Some of the best learning experiences we’ve had this year have been at Skokie Public Library’s Civic Lab. Civic Lab returns on Monday, May 10 from 7:30-8:30pm CT for a session on Asian American Activism.

“The term “Asian American” did not come into existence until the 1960s. Learn about the history of the term, its inclusion of Pacific Islanders, and the legacy of Asian American solidarity movements.” Register here.

Take Action

“Introduced by Sen. Villivalam and Rep. Gong-Gershowitz, the Teaching Equitable Asian American Community History (TEAACH) Act (HB 376) will paint a more complete picture of our shared history by adding Asian American history to the Illinois School Code.” According to the Asian American Caucus, “This bill would ensure Asian American students learn stories that reflect their experiences. Further, all students will have a better understanding of Asian American communities, experiences, and histories as part of our country.”

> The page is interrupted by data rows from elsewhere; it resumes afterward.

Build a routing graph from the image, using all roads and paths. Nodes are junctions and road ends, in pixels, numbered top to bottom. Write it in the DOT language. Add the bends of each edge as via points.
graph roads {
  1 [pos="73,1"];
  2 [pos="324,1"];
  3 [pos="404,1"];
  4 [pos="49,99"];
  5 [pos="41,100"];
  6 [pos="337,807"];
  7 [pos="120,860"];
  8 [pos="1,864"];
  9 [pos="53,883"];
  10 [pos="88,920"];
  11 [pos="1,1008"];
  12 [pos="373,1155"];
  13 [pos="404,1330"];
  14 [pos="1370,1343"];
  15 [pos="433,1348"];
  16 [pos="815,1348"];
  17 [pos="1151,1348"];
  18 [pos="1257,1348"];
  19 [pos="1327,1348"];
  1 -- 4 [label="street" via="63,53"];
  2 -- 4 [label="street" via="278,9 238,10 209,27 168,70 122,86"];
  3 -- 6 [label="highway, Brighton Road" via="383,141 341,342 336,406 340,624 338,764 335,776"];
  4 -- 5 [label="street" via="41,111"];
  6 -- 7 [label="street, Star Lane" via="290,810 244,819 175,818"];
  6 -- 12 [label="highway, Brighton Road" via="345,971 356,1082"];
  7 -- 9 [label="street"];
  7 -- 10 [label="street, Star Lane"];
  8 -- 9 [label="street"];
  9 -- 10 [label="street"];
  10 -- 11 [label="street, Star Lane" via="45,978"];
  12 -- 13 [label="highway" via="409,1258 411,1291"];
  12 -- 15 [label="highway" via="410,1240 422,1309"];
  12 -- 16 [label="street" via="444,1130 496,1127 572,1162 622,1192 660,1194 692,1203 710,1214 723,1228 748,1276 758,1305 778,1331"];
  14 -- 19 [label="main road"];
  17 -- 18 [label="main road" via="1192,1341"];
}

The bill has passed in the Illinois House of Representatives, and now goes to the Senate. You can email your Legislators to Co-Sponsor and vote to pass the TEAACH Act ((HB 376 and SB 648) here. You can learn more about the efforts to pass this bill here.

Support organizations like Stop AAPI Hate, Hate is a Virus, and Asian Americans Advancing Justice.

Participate in bystander intervention trainings and continued education.

Support providing Asian American Studies and Asian American Literature classes. Check out the Defining Safe podcast hosted by Yiming Fu with Albert Chan, a social studies teacher at Niles North High School & Niles West High School, about the process to create the Asian American studies class in D219.

What other ways are you taking action?

Learning Resources

Want to find even more excellent books? Check out the Asian/Pacific American Award for Literature, which is awarded by the Asian Pacific American Librarians Association (APALA).

Check out the Guide for Parents of Asian/Asian American Adolescents (William James College Center for Multicultural and Global Mental Health (CMGMH) Asian Mental Health Program, in collaboration with the Massachusetts General Hospital  (MGH) Center for Cross Cultural Student Emotional Wellness).

Dr. Sarah Park Dahlen has created an invaluable (and continually growing) collection of Asian American K-12 Resources.

You can watch all five episodes of PBS’s Asian Americans documentary series for free online.

“Asian Americans is a five-hour film series that delivers a bold, fresh perspective on a history that matters today, more than ever. As America becomes more diverse, and more divided, while facing unimaginable challenges, how do we move forward together? Told through intimate and personal lives, the series will cast a new lens on U.S. history and the ongoing role that Asian Americans have played in shaping the nation’s story.”

You can also access behind-the-scenes process interviews, educational resources and lesson plans, and an interactive gallery.

Embrace Race offers incredible webinars (with recordings available afterwards) for caregivers, educators and community members including the recent Violence Against Asian Americans: How Do We Support the Children?.

Attend the on-demand webinar from Learning for Justice about Teaching Asian American and Pacific Islander Heritage Month.